### Goal of the exercise
Give only the number of lines in the data that contain the word "heat".

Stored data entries

=======

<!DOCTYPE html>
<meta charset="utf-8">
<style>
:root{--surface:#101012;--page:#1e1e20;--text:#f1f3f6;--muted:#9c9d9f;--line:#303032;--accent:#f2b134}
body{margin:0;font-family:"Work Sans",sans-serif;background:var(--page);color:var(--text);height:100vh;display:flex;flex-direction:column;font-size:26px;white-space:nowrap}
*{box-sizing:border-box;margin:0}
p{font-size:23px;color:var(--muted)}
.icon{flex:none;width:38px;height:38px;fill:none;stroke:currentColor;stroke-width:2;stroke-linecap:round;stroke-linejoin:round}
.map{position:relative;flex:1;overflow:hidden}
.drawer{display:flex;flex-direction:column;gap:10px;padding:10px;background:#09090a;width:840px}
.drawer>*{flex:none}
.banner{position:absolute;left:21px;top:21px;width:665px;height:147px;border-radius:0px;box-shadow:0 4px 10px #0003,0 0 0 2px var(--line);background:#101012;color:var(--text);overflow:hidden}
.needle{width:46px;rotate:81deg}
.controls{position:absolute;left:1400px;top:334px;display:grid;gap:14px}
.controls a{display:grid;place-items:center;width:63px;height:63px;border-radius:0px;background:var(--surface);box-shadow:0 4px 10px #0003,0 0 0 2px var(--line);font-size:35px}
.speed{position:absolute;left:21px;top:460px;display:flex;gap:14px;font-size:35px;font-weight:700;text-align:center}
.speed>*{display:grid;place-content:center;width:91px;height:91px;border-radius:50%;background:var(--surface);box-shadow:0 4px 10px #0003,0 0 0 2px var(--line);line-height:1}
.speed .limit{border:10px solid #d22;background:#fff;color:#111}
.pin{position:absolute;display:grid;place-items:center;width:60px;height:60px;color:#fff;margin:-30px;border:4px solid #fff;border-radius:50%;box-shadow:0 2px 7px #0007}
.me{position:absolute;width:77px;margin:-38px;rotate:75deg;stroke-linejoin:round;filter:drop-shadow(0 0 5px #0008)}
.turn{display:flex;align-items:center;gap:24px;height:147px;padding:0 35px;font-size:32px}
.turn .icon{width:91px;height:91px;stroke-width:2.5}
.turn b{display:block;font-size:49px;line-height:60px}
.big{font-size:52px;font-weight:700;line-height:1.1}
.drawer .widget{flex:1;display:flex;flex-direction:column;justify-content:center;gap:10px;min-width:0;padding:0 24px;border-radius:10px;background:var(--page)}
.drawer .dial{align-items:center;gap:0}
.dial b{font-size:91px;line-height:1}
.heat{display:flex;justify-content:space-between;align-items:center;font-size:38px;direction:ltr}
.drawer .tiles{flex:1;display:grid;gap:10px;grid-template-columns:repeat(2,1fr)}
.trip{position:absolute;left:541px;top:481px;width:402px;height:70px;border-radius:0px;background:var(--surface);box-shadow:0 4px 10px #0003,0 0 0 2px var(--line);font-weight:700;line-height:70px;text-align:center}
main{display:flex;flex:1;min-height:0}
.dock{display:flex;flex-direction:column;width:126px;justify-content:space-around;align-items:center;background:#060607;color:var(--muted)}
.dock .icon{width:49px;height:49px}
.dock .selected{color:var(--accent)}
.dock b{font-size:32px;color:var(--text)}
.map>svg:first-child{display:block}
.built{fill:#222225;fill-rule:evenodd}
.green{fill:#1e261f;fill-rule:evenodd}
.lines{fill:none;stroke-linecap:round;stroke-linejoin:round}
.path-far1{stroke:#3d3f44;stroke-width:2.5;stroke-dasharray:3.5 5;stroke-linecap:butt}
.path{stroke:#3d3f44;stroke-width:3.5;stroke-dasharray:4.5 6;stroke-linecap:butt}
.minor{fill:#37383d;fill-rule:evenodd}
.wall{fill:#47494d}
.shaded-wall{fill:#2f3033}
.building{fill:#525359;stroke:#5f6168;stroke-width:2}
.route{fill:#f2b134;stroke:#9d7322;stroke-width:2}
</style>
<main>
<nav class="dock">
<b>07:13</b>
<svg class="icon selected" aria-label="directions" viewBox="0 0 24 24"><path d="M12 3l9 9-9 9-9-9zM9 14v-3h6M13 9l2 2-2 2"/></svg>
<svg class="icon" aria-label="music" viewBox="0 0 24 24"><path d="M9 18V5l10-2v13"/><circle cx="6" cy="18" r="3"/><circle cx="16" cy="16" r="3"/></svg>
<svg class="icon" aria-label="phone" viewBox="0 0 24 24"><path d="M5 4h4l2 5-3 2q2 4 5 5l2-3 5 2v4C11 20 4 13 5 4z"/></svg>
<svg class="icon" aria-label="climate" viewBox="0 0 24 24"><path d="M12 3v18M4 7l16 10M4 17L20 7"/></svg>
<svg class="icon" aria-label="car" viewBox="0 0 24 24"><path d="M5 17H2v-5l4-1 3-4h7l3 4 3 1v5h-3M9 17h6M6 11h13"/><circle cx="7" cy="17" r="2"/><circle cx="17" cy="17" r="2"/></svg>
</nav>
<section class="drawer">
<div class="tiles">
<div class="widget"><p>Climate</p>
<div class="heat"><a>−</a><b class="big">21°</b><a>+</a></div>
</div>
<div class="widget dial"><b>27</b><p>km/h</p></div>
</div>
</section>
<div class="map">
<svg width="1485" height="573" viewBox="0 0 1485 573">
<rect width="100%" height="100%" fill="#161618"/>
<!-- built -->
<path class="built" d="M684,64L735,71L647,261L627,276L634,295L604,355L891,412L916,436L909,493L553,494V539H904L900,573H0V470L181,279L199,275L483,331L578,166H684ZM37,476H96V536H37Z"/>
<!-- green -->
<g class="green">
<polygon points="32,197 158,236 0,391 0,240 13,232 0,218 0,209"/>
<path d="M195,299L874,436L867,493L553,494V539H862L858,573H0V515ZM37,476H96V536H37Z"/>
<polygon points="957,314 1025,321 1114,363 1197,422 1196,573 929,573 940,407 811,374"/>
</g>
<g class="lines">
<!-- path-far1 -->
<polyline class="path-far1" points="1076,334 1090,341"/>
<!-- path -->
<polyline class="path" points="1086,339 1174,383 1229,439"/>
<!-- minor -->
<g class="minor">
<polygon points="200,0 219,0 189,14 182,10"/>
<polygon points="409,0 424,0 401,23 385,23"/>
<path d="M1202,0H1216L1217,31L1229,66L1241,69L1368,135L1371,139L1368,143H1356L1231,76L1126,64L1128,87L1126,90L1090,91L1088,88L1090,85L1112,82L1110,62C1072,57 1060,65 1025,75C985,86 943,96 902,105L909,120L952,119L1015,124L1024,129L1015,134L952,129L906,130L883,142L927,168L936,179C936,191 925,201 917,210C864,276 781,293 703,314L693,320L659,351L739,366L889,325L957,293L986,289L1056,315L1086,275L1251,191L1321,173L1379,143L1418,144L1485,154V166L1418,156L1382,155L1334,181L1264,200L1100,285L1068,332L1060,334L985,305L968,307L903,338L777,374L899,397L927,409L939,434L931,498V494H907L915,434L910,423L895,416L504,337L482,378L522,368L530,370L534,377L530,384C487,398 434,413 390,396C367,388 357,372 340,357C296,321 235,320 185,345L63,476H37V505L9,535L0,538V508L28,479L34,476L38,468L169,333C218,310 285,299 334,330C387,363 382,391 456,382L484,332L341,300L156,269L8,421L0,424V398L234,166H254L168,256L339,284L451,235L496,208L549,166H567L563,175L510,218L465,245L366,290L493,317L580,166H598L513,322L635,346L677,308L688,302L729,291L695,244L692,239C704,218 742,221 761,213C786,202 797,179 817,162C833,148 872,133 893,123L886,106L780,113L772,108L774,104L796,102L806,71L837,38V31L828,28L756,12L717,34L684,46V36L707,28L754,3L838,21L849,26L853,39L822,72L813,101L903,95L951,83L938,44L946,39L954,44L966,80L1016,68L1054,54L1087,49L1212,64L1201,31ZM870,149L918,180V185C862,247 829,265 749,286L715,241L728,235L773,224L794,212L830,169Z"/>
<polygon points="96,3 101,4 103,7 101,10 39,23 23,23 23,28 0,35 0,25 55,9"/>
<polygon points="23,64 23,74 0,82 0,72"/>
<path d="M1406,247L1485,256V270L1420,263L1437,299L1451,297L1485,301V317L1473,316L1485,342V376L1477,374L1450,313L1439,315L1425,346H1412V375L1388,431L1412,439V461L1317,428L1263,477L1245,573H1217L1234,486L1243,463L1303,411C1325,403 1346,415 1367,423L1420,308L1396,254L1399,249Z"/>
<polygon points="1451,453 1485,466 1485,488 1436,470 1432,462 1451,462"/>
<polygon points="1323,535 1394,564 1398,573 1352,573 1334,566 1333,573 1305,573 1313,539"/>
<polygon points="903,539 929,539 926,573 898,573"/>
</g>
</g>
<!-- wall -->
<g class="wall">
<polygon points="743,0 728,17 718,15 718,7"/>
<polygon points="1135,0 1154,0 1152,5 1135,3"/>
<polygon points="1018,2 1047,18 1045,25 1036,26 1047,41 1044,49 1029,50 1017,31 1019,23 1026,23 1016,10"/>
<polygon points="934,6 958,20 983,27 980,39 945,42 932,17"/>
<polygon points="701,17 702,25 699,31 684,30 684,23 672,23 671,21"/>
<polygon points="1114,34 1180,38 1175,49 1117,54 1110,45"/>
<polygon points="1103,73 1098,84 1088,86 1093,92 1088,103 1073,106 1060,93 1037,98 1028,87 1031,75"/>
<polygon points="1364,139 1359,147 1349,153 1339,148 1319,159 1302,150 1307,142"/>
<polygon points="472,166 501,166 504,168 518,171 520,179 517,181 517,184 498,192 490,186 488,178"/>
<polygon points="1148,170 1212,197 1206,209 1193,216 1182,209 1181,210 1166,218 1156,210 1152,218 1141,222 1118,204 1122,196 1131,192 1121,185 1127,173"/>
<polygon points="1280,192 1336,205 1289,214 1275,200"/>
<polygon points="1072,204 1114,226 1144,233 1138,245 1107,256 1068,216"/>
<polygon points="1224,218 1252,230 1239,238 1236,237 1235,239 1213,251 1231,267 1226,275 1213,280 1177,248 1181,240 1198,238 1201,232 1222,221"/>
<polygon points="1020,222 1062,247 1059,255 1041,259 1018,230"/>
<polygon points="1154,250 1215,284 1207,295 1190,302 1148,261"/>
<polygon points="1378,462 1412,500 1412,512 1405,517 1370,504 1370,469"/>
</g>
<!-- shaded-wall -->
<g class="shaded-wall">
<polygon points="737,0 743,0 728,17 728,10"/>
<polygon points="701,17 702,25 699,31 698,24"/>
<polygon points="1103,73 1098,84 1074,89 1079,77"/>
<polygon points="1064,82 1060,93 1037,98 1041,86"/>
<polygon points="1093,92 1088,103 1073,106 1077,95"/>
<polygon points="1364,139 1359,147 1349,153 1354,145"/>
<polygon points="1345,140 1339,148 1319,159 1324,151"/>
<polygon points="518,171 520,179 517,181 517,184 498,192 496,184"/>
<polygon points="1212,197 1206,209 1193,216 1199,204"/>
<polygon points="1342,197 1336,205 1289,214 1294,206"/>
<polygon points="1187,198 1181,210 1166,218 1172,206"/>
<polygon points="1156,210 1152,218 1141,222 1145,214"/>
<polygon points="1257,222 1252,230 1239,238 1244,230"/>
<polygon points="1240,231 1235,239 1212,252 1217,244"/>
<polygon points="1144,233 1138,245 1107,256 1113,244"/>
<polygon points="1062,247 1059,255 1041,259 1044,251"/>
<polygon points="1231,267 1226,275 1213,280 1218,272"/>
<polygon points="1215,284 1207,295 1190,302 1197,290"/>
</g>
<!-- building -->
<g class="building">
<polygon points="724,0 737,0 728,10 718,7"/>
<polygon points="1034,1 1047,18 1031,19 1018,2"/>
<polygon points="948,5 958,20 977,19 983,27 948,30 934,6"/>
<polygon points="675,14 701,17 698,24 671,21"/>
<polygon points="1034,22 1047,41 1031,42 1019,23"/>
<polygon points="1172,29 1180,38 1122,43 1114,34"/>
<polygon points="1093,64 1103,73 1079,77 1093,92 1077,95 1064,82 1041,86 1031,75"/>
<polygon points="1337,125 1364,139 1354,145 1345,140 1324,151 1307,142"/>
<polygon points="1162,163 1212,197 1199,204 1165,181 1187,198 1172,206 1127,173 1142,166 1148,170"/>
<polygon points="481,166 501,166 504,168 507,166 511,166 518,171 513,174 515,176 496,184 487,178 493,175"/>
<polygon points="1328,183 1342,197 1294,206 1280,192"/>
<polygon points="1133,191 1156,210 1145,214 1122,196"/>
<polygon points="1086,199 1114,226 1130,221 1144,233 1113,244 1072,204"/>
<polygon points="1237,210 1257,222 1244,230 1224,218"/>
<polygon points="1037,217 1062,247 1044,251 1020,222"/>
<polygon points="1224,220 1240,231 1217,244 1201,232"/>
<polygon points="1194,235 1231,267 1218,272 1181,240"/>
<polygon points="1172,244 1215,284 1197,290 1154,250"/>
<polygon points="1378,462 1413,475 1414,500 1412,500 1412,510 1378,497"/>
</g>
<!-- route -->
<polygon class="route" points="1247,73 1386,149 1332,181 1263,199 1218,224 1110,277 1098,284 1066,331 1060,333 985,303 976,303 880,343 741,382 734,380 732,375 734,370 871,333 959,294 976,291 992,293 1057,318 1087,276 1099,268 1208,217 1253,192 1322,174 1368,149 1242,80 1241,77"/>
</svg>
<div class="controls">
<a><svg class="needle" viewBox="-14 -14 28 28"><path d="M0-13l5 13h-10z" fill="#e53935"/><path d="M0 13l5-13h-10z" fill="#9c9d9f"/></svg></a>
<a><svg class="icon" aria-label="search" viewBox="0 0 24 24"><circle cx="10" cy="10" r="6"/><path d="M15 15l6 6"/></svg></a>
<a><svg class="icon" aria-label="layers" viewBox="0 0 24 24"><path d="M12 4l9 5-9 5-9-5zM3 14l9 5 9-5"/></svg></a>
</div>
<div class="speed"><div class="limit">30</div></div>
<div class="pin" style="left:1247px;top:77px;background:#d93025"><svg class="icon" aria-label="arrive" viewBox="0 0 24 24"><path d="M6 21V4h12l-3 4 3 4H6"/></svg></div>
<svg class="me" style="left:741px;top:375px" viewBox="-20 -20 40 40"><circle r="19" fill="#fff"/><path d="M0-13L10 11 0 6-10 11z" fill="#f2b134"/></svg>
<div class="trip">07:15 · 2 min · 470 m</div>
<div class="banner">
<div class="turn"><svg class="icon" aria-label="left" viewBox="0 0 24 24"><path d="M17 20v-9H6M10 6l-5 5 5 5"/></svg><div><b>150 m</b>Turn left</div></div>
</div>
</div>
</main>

=======

### Response
2